E la zona rossa, altrimenti detta dai suoi detrattori “recinto urbano”, è una risposta adatta al senso di sicurezza che chiedono i cittadini?
«È una delle risposte adatte. Con l’istituzione di zone rosse si aumentano la presenza e l’incidenza delle forze di polizia, una misura dunque positiva che ovviamente non rimane da sola. L’innalzamento dei livelli di sicurezza, infatti, si può ottenere soltanto grazie al concorso di una pluralità di azioni, che riguardano anche aspetti sociali, educativi, economici, infrastrutturali. Solo in questo modo si può incidere in maniera risolutiva nelle situazioni di degrado urbano che sono precondizione di fenomeni criminali».

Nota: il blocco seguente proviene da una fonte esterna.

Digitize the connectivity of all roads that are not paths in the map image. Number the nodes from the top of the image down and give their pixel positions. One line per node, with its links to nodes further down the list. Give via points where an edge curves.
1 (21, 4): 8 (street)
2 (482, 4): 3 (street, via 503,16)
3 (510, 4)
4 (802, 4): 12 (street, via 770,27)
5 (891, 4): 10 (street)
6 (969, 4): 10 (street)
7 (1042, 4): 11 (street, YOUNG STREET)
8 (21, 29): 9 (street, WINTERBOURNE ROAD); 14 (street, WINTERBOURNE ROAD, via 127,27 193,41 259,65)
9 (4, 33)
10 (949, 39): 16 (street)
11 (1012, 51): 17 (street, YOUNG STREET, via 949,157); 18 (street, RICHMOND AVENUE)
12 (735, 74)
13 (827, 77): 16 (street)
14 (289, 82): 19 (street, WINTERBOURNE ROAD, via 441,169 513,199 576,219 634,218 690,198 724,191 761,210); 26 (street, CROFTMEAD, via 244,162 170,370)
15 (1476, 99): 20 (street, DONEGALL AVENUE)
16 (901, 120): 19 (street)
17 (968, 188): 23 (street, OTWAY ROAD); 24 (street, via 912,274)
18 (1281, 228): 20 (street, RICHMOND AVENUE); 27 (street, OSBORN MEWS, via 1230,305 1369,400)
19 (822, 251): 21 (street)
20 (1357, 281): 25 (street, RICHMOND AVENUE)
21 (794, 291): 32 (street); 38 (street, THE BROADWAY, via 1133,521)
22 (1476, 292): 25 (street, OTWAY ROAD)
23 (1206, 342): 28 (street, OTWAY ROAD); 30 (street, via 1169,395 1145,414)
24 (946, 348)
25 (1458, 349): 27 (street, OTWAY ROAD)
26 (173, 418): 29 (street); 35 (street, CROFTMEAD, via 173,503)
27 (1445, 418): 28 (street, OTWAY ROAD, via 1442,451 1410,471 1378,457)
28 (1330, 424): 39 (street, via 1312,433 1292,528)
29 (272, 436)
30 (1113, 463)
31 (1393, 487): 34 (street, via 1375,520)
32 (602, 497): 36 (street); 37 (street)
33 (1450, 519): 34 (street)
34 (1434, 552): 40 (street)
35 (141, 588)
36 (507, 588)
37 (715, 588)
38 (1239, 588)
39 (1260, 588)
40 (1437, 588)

E su questi altri fronti che state facendo?
«Anche su questo il governo si è mosso: dopo un anno di sperimentazione del cosiddetto “modello Caivano” abbiamo approvato una legge che ripropone questo approccio integrato in tanti altri contesti analoghi presenti su tutto il territorio nazionale. Rafforzeremo i controlli di polizia e nel contempo daremo risorse per superare degrado urbano e sociale».
Dai focus sul territorio emerge che alle persone basterebbe avere un controllo più capillare delle forze di polizia. Sbagliano?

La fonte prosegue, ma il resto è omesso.